**Extracted entries**
- Opening Delimiter -

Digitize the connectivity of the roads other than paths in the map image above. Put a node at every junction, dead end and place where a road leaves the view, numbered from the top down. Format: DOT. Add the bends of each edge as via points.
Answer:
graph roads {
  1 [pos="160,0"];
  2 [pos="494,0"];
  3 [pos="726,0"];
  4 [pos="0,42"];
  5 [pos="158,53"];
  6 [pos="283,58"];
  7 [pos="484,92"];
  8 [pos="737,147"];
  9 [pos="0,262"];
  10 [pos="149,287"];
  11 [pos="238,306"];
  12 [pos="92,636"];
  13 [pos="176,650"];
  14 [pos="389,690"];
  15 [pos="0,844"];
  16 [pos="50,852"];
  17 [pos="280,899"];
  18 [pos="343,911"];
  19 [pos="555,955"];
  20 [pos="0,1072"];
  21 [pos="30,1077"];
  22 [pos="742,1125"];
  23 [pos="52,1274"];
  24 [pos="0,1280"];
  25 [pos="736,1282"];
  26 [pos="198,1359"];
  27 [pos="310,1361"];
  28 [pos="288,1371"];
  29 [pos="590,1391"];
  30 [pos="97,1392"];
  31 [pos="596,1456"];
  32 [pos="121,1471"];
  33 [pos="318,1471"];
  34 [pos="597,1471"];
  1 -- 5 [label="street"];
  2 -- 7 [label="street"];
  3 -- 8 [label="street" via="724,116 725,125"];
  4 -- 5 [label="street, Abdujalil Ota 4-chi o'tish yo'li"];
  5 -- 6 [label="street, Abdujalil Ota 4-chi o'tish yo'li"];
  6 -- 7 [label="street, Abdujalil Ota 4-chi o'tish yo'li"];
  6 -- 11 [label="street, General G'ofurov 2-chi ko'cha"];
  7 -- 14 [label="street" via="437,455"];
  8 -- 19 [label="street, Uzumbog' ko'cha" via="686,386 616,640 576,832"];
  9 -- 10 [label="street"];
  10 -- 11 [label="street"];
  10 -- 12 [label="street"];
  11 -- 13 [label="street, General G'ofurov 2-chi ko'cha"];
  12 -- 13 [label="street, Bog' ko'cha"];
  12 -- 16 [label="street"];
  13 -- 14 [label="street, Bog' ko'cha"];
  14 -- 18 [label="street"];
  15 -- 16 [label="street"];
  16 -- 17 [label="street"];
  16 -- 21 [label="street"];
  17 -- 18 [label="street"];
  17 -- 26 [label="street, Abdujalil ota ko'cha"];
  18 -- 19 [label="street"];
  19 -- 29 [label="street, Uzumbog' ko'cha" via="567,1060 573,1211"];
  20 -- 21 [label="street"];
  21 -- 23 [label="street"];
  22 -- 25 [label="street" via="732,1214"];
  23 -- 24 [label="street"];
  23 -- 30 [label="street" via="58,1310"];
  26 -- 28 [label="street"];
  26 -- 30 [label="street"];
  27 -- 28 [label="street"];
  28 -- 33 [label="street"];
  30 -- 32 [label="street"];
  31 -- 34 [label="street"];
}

- Closing Delimiter -
- Opening Delimiter -

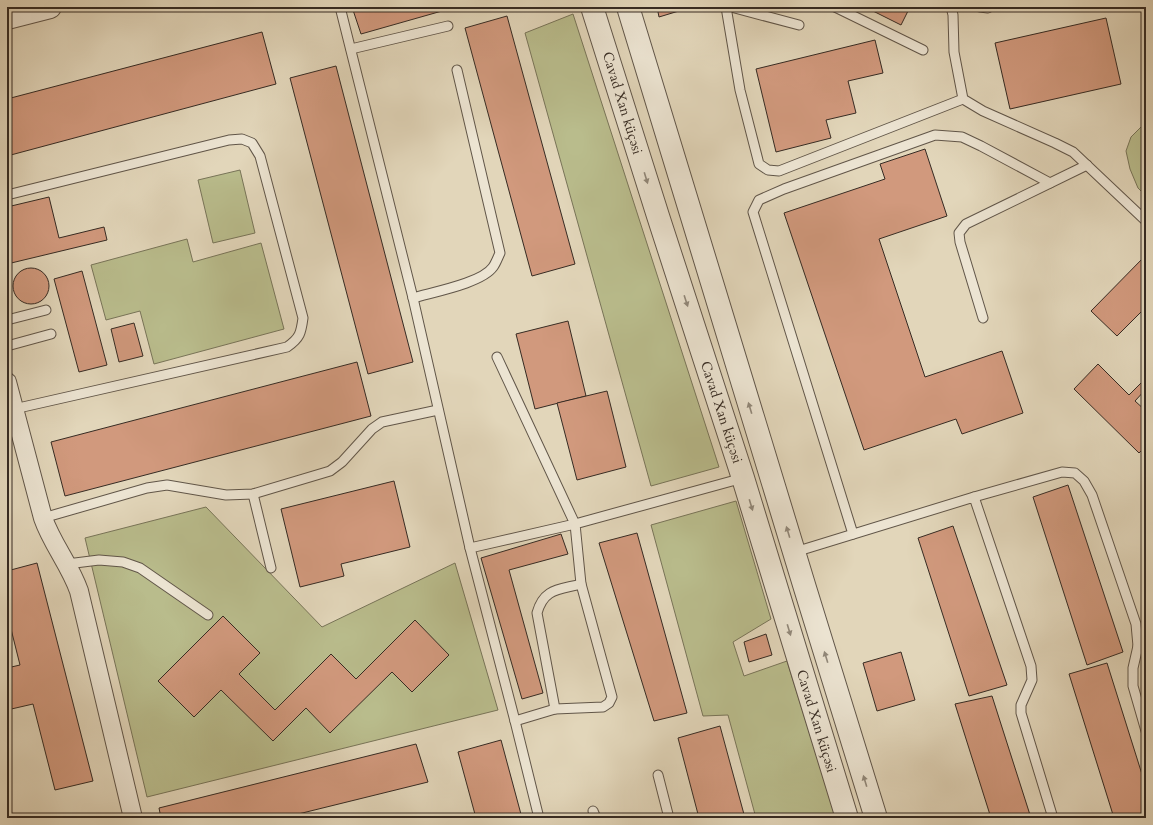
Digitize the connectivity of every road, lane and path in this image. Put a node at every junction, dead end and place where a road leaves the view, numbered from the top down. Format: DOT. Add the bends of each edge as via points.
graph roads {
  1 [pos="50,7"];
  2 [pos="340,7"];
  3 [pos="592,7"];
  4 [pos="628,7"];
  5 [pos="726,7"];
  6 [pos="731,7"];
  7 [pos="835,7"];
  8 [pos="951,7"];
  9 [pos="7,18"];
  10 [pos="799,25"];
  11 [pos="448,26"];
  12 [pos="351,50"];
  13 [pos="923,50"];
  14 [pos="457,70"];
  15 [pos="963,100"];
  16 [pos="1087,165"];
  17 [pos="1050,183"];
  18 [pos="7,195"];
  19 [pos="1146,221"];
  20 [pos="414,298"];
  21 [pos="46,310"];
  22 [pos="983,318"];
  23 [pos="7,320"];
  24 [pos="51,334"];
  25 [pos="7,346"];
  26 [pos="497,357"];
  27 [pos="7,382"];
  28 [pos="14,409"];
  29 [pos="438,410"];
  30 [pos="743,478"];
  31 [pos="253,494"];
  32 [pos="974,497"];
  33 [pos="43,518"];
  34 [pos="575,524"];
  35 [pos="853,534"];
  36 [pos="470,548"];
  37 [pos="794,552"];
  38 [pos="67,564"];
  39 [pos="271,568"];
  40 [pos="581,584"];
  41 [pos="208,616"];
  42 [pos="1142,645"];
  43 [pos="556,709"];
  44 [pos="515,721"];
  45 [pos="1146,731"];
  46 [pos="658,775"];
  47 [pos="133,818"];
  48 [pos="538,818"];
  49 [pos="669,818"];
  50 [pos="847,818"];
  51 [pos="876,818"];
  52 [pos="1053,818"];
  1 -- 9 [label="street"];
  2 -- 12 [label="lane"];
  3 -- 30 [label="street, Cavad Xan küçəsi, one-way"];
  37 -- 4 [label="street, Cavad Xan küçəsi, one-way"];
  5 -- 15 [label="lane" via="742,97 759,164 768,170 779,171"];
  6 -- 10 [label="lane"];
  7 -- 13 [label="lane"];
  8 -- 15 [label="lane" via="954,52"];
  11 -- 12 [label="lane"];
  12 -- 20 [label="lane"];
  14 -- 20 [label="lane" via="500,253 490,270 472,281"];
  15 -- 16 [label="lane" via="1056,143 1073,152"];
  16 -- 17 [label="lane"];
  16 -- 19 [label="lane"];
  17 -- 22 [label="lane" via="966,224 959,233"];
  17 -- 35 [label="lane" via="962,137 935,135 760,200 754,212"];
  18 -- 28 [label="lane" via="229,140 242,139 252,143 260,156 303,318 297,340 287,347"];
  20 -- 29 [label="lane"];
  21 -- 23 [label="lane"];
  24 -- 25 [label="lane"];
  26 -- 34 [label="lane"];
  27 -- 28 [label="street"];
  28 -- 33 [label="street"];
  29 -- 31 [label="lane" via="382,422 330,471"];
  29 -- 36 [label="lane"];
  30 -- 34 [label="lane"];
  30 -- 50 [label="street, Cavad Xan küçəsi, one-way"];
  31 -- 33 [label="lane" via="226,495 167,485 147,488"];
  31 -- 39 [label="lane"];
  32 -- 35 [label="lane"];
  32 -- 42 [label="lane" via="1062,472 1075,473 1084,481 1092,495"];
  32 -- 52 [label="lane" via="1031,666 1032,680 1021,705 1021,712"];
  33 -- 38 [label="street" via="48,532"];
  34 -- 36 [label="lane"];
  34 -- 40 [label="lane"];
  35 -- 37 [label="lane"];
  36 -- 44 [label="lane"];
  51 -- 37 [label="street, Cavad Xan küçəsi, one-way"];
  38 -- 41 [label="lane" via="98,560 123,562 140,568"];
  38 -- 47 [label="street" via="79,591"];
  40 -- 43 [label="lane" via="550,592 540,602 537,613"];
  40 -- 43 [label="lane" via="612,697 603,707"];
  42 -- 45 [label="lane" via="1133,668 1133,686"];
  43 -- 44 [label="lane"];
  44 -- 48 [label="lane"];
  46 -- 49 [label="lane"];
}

- Closing Delimiter -
- Opening Delimiter -

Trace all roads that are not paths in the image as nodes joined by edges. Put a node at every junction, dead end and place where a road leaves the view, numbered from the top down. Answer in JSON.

- Closing Delimiter -

**Activity**
If a line of the data holds the string "paths", list it.

**Result below**
Digitize the connectivity of the roads other than paths in the map image above. Put a node at every junction, dead end and place where a road leaves the view, numbered from the top down. Format: DOT. Add the bends of each edge as via points.
Trace all roads that are not paths in the image as nodes joined by edges. Put a node at every junction, dead end and place where a road leaves the view, numbered from the top down. Answer in JSON.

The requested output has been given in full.